All of Pesah is concealed within one phrase: “ b’tokh haYam b’yabasha / [And the children of Israel went] into the midst of the sea on dry ground.”

 The whole thing is crammed into one literally impossible, delicious self-contradiction. You can either be “in the midst of the sea” or you can be “on dry ground.” But you cannot be both “in the midst of the sea” and “on dry ground” at the same time. (Unless, of course, you are in another Universe. More about that later.) 

We say after a quick reading that the text obviously means that once the children of Israel arrived at sea, then it became dry ground or perhaps, as the famous midrash about Nahshon ben Aminadav teaches, once they stepped into the midst of the sea—up to their nostrils, then it became dry ground. But that is not what Torah says.
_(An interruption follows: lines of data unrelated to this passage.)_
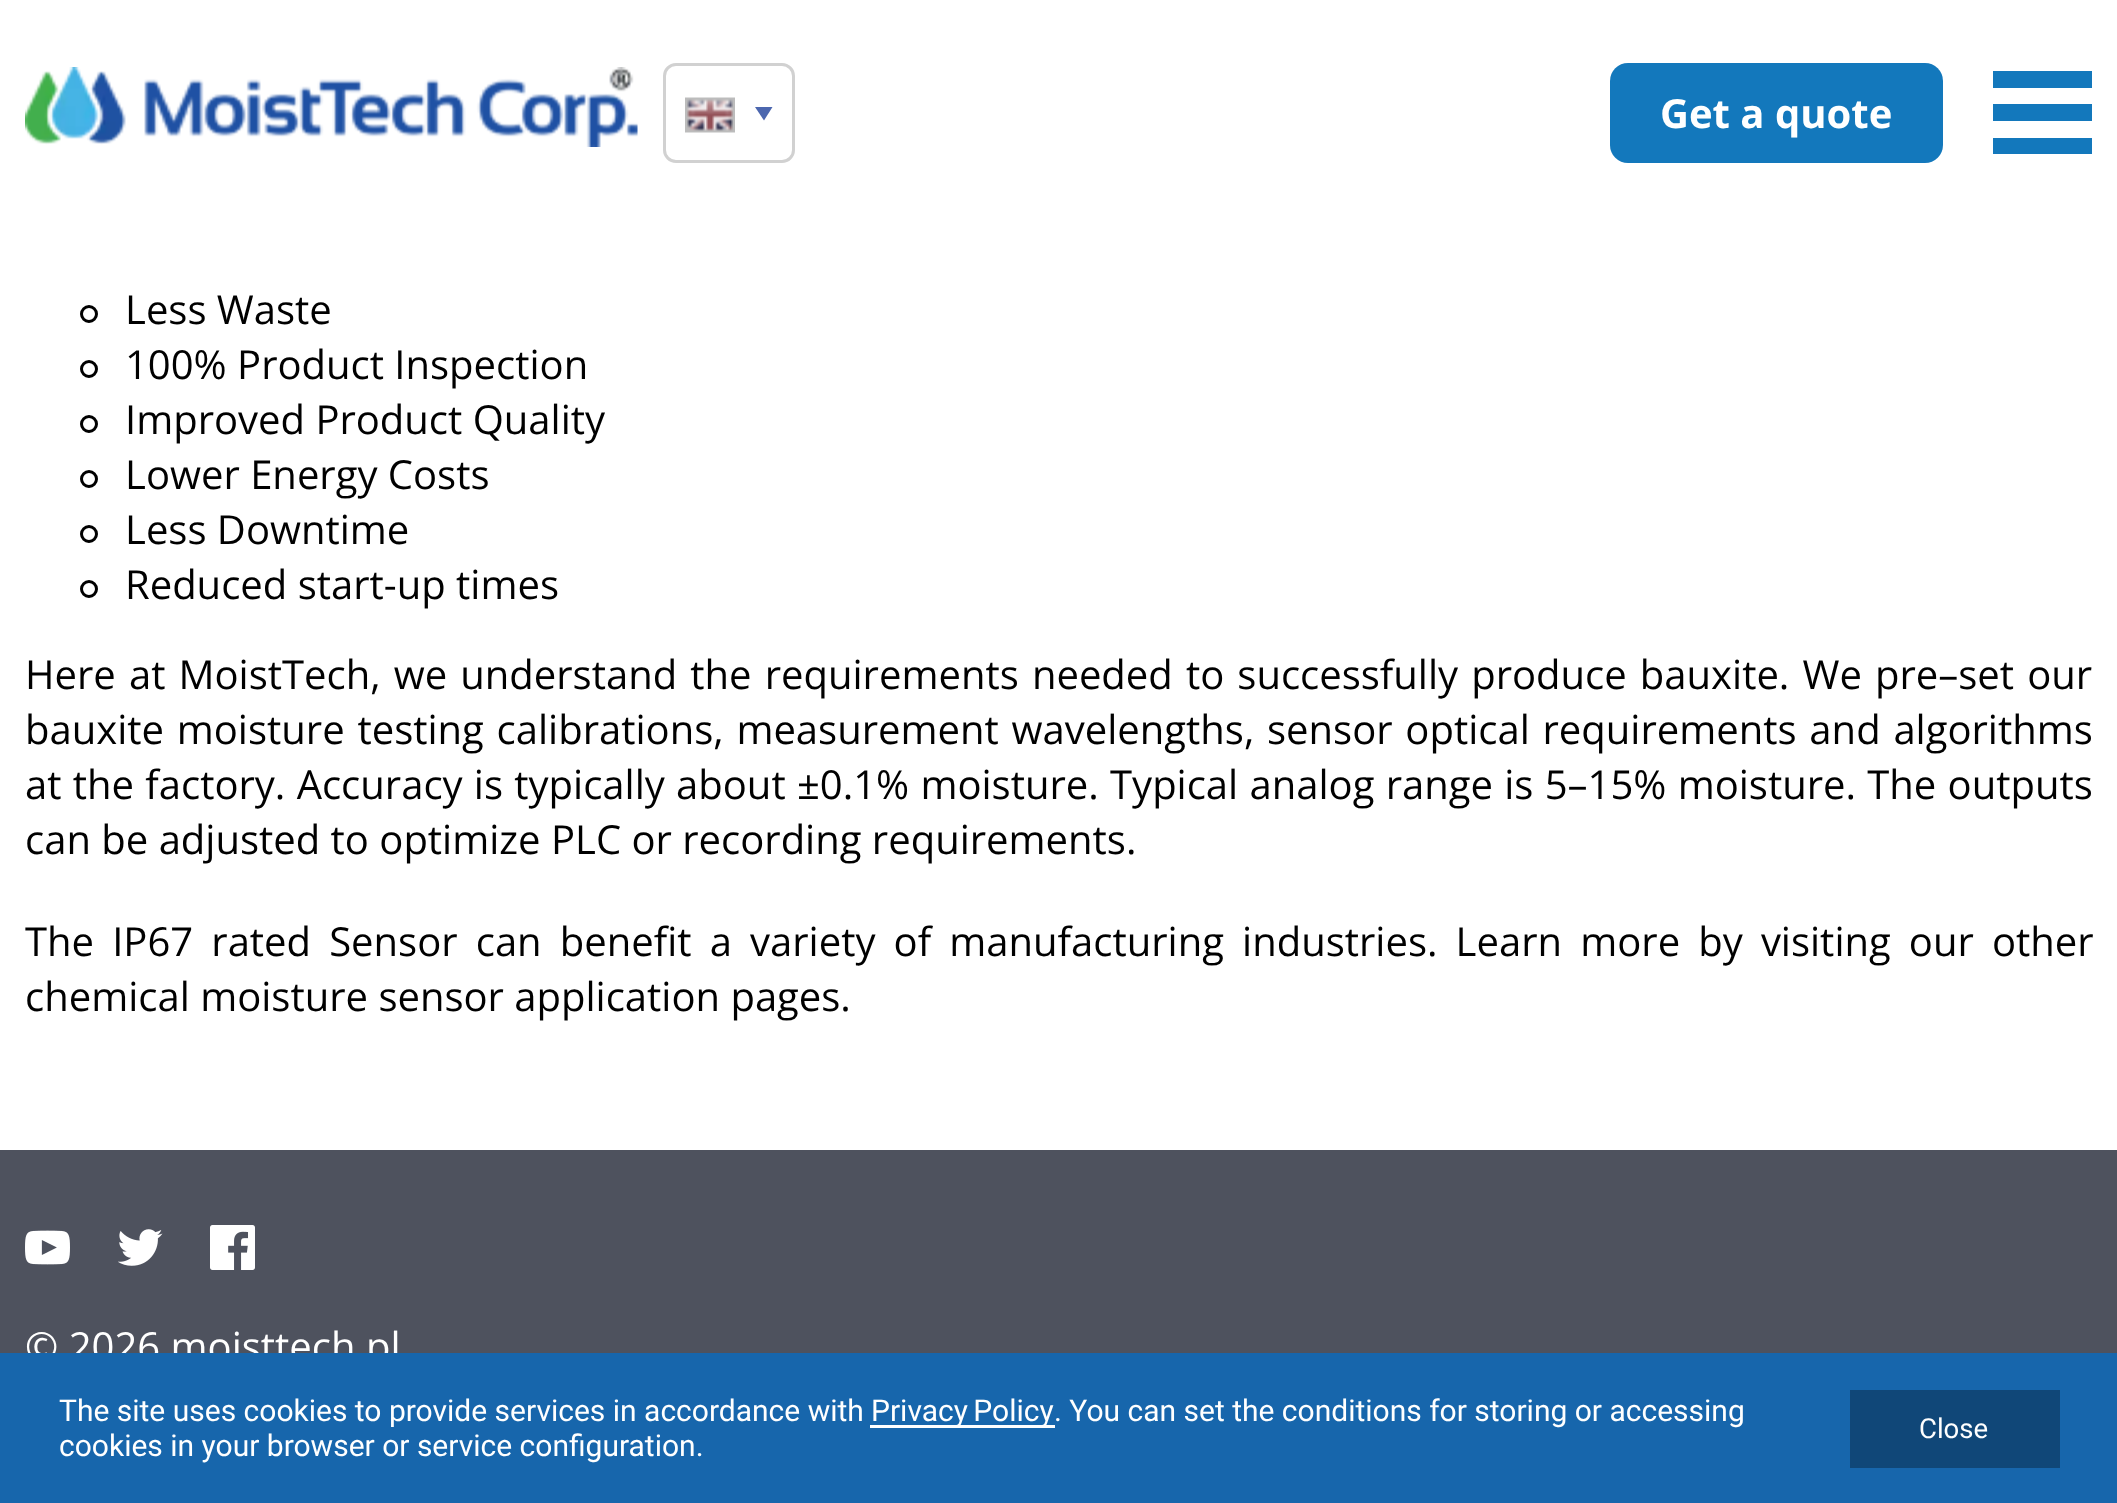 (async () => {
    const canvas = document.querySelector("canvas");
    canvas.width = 2117;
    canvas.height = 1503;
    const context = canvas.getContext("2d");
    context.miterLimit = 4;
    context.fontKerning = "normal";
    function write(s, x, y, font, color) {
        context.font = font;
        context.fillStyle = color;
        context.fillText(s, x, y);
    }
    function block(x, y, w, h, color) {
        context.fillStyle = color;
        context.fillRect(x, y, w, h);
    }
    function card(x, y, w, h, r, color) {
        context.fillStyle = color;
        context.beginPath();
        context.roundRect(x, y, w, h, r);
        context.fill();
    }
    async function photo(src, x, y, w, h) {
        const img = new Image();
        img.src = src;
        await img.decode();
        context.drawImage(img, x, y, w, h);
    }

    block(0, 0, 2117, 1503, "rgb(255, 255, 255)");
    await photo("media/1.png", 25, 67, 613, 80);
    context.beginPath();
    context.roundRect(664.5, 64.5, 129, 97, 11.5);
    context.strokeStyle = "rgb(209, 209, 209)";
    context.lineWidth = 3;
    context.stroke();
    context.fillStyle = "rgb(76, 103, 175)";
    context.beginPath();
    context.moveTo(764, 120.5);
    context.lineTo(755, 107);
    context.lineTo(772.5, 107);
    context.closePath();
    context.fill();
    await photo("media/2.png", 685, 97, 50, 36);
    card(1610, 63, 333, 100, 18, "rgb(19, 120, 188)");
    write("Get a quote", 1660, 128, "bold 40px Open Sans", "rgb(255, 255, 255)");
    context.save();
    context.beginPath();
    context.rect(1993, 63, 100, 100);
    context.clip();
    context.fillStyle = "rgb(19, 120, 188)";
    context.beginPath();
    context.moveTo(2092, 88);
    context.lineTo(1992, 88);
    context.lineTo(1992, 71);
    context.lineTo(2092, 71);
    context.closePath();
    context.moveTo(2092, 104);
    context.lineTo(1992, 104);
    context.lineTo(1992, 121);
    context.lineTo(2092, 121);
    context.closePath();
    context.moveTo(2092, 138);
    context.lineTo(1992, 138);
    context.lineTo(1992, 154);
    context.lineTo(2092, 154);
    context.closePath();
    context.fill();
    context.restore();
    context.beginPath();
    context.arc(89, 314, 7.5, 0, Math.PI * 2);
    context.strokeStyle = "rgb(0, 0, 0)";
    context.stroke();
    write("Less Waste", 125, 324, "40px Open Sans", "rgb(0, 0, 0)");
    context.beginPath();
    context.arc(89, 369, 7.5, 0, Math.PI * 2);
    context.stroke();
    write("100% Product Inspection", 125, 379, "40px Open Sans", "rgb(0, 0, 0)");
    context.beginPath();
    context.arc(89, 424, 7.5, 0, Math.PI * 2);
    context.stroke();
    write("Improved Product Quality", 125, 434, "40px Open Sans", "rgb(0, 0, 0)");
    context.beginPath();
    context.arc(89, 479, 7.5, 0, Math.PI * 2);
    context.stroke();
    write("Lower Energy Costs", 125, 489, "40px Open Sans", "rgb(0, 0, 0)");
    context.beginPath();
    context.arc(89, 534, 7.5, 0, Math.PI * 2);
    context.stroke();
    write("Less Downtime", 125, 544, "40px Open Sans", "rgb(0, 0, 0)");
    context.beginPath();
    context.arc(89, 589, 7.5, 0, Math.PI * 2);
    context.stroke();
    write("Reduced start-up times", 125, 599, "40px Open Sans", "rgb(0, 0, 0)");
    context.wordSpacing = "2.75px";
    write("Here at MoistTech, we understand the requirements needed to successfully produce bauxite. We pre–set our", 25, 689, "40px Open Sans", "rgb(0, 0, 0)");
    context.wordSpacing = "2.4px";
    write("bauxite moisture testing calibrations, measurement wavelengths, sensor optical requirements and algorithms", 25, 744, "40px Open Sans", "rgb(0, 0, 0)");
    context.wordSpacing = "0.9px";
    write("at the factory. Accuracy is typically about ±0.1% moisture. Typical analog range is 5–15% moisture. The outputs", 25, 799, "40px Open Sans", "rgb(0, 0, 0)");
    context.wordSpacing = "0px";
    write("can be adjusted to optimize PLC or recording requirements.", 25, 854, "40px Open Sans", "rgb(0, 0, 0)");
    context.wordSpacing = "7.75px";
    write("The IP67 rated Sensor can benefit a variety of manufacturing industries. Learn more by visiting our other", 25, 956, "40px Open Sans", "rgb(0, 0, 0)");
    context.wordSpacing = "0px";
    write("chemical moisture sensor application pages.", 25, 1011, "40px Open Sans", "rgb(0, 0, 0)");
    block(0, 1150, 2117, 203, "rgb(78, 82, 94)");
    await photo("media/3.png", 25, 1230, 45, 35);
    await photo("media/4.png", 118, 1229, 45, 37);
    await photo("media/5.png", 210, 1225, 45, 45);
    write("© 2026 moisttech.pl", 25, 1361, "40px Open Sans", "rgb(255, 255, 255)");
    block(0, 1353, 2117, 150, "rgb(23, 102, 172)");
    write("The site uses cookies to provide services in accordance with", 59, 1421, "30px Roboto", "rgb(255, 255, 255)");
    block(870, 1425, 185, 3, "rgb(255, 255, 255)");
    context.wordSpacing = "-2px";
    write("Privacy Policy", 871, 1421, "30px Roboto", "rgb(255, 255, 255)");
    context.wordSpacing = "0px";
    write(". You can set the conditions for storing or accessing", 1054, 1421, "30px Roboto", "rgb(255, 255, 255)");
    write("cookies in your browser or service configuration.", 59, 1456, "30px Roboto", "rgb(255, 255, 255)");
    block(1850, 1390, 210, 78, "rgb(16, 71, 120)");
    write("Close", 1919, 1438, "27.5px Roboto", "rgb(255, 255, 255)");
})();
It says they did both and at the same time! 

When I was a little boy growing up in Detroit, my mother always shopped at—I think it was called “the Big Bear Market” because they gave S & H Green stamps. These were the grocery store precursors of frequent traveler air miles. These stamps came in small perforated and gummed sheets and were awarded in proportion to each dollar spent. It was my job to lick the stamps and paste them into little newsprint booklets about the size of a TV Guide. We kept the booklets fat with stamps in a shoe box on the floor of the front hall closet and when the box was full we would take its contents to the local S & H Green Stamp “Redemption” Center where we would exchange this basically worthless stash of stickum for something of more enduring value, like a carpet sweeper or an electric toaster. That is how I came to learn about redemption: the process of cashing in your chips or exchanging something for its true worth. Stamps for toasters or slaves for free men and free women, it’s all the same. But you can’t have one until you relinquish the other. 
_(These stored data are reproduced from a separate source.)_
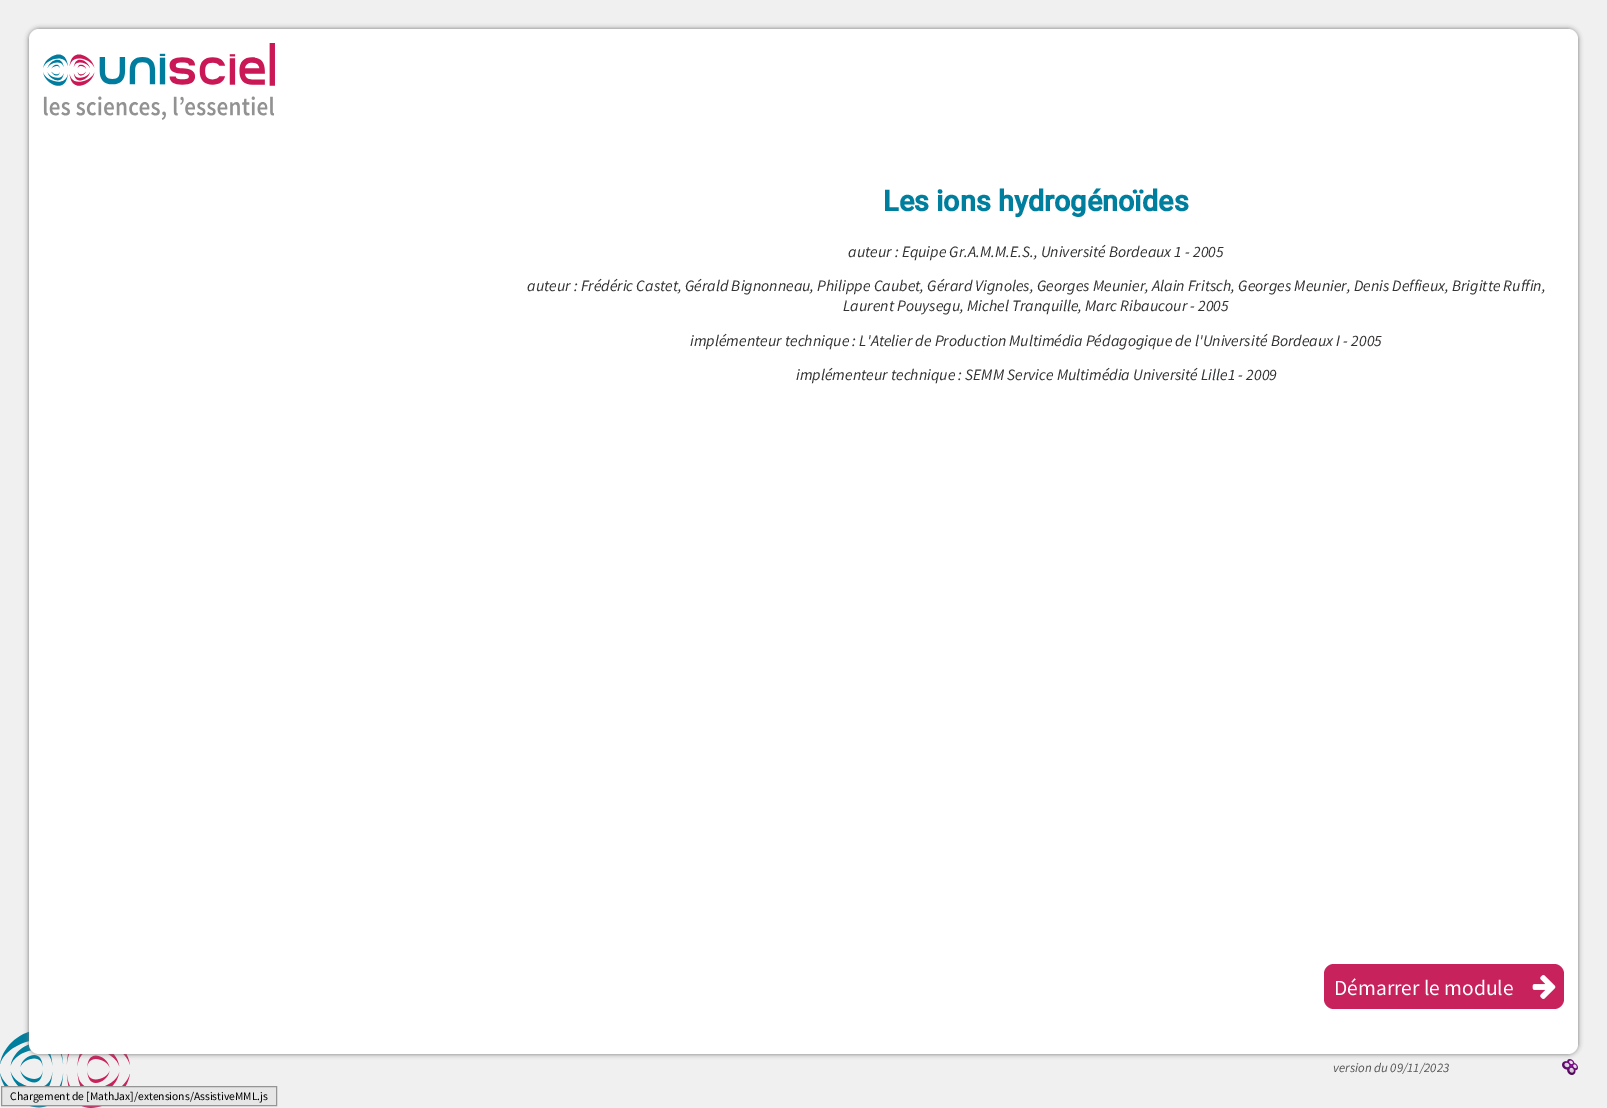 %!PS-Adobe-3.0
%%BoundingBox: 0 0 1607 1108
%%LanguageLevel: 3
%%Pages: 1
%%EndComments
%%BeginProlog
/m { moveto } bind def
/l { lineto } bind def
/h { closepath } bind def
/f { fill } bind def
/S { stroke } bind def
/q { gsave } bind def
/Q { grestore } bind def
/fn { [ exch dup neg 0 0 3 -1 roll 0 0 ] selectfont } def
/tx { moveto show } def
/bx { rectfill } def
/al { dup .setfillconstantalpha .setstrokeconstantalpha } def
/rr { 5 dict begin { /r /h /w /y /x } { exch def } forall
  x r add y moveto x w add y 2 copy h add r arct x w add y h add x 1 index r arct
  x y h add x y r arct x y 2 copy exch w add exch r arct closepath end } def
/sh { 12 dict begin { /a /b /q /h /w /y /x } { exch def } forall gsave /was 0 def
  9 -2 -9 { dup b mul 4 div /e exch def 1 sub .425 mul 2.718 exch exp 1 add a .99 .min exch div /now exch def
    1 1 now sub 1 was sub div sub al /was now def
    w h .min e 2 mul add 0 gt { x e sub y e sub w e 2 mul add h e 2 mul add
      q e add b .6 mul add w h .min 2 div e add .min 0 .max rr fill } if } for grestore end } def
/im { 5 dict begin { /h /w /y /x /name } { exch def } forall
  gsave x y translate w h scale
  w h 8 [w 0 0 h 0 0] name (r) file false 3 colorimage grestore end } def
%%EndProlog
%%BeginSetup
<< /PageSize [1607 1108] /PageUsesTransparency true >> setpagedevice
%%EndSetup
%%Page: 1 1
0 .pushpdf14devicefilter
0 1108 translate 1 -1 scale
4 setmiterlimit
0.941 setgray
0 0 1607 1108 bx
(image0.raw) 0 1031 130 77 im
(image3.raw) 1562 1059 16 16 im
0.463 setgray
29 29 1549 1025 10 2.5 1 sh
1 setgray
29 29 1549 1025 10 rr f
(image1.raw) 43 43 232 77 im
/Roboto-Bold 28.75 fn
0 0.494 0.62 setrgbcolor
(Les ions hydrogénoïdes) 883 211 tx
/SourceSansPro-Italic 15.85 fn
0.2 0.192 0.196 setrgbcolor
(auteur : Equipe Gr.A.M.M.E.S., Université Bordeaux 1 - 2005) 848 257 tx
(auteur : Frédéric Castet, Gérald Bignonneau, Philippe Caubet, Gérard Vignoles, Georges Meunier, Alain Fritsch, Georges Meunier, Denis Deffieux, Brigitte Ruffin,) 527 291 tx
(Laurent Pouysegu, Michel Tranquille, Marc Ribaucour - 2005) 843 311 tx
(implémenteur technique : L'Atelier de Production Multimédia Pédagogique de l'Université Bordeaux I - 2005) 690 346 tx
(implémenteur technique : SEMM Service Multimédia Université Lille1 - 2009) 796 380 tx
0.784 0.133 0.365 setrgbcolor
1324 964 240 45 10 rr f
(image2.raw) 1532 975 24 24 im
/SourceSansPro-Regular 21.5 fn
1 setgray
(Démarrer le module) 1334 995 tx
/SourceSansPro-Italic 13 fn
0.333 setgray
(version du 09/11/2023) 1333 1072 tx
0.902 setgray
1.5 1086.5 m 276.5 1086.5 l 276.5 1105.5 l 1.5 1105.5 l h q f Q
0.584 setgray
S
/SourceSansPro-Regular 11.5 fn
0 setgray
(Chargement de [MathJax]/extensions/AssistiveMML.js) 10 1100 tx
.poppdf14devicefilter showpage
%%EOF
In Kabbalistic thought this is called “entering the Ayin, ” or the “Holy Nothingness.” In order for something to change from what it is into whatever it hopes to become there must be a moment when it has stopped being what it was yet before it has become what it hopes to become. For a split second it is literally nothing. No longer green stamps, no longer slaves. Not yet toasters, not yet free men and free women. And when we say that Pesah is the great festival of death and rebirth it is just this Holy Nothingness which effectuates the transformation. The metaphors for it are everywhere, from the symbolic “birth” of walking through a doorway smeared with the blood (of a lamb?) the morning after the first seder to, as Professor Lawrence Hoffman has demonstrated, the matzah as a replacement for the Pascal offering connnoting salvation--to take this bread into you and be transformed. But none of them are as literally overwhelming as passing through the sea (of amniotic waters).

Indeed, it has always seemed to me that the miracle was not that the waters parted for the Israelites but that they all walked into the midst of sea, drowned, and were reborn free men and women on the other side. You want to be reborn, you want that a new and better you should emerge from the frozen hulk winter has made you, you want to be free again, then you have let go of the old you. You must be willing to walk into the midst of the sea on dry ground and risk it all. But you say, “What if I don’t come out the other side?” And I say there were probably a lot of Jews who were also afraid to step into the midst of the sea. They chose instead to bank on old, but sure slave lives. We never heard from them again. But the ones who entered the water, hungry for a rebirth were rewarded. Not with the promised land but with the strange honor of being able to wander in the wilderness for forty years. Theirs was the ultimate act of faith and may be been rewarded with the ultimate gift: rebirth in the wilderness.

At the core of this great feast of redemption is the preposterous assertion that the redemption of the children of Israel did not occur until they entered a mode of being in which they were simultaneously and impossibly both slave and free, wet and dry, dead and alive. Perhaps this is why, as the Hagaddah reminds us, every Jew must regard him or herself as if he or she were personally a slave in Egypt. But how could that be, here we are sitting around a banquet table as free men and women! To live in the paradox.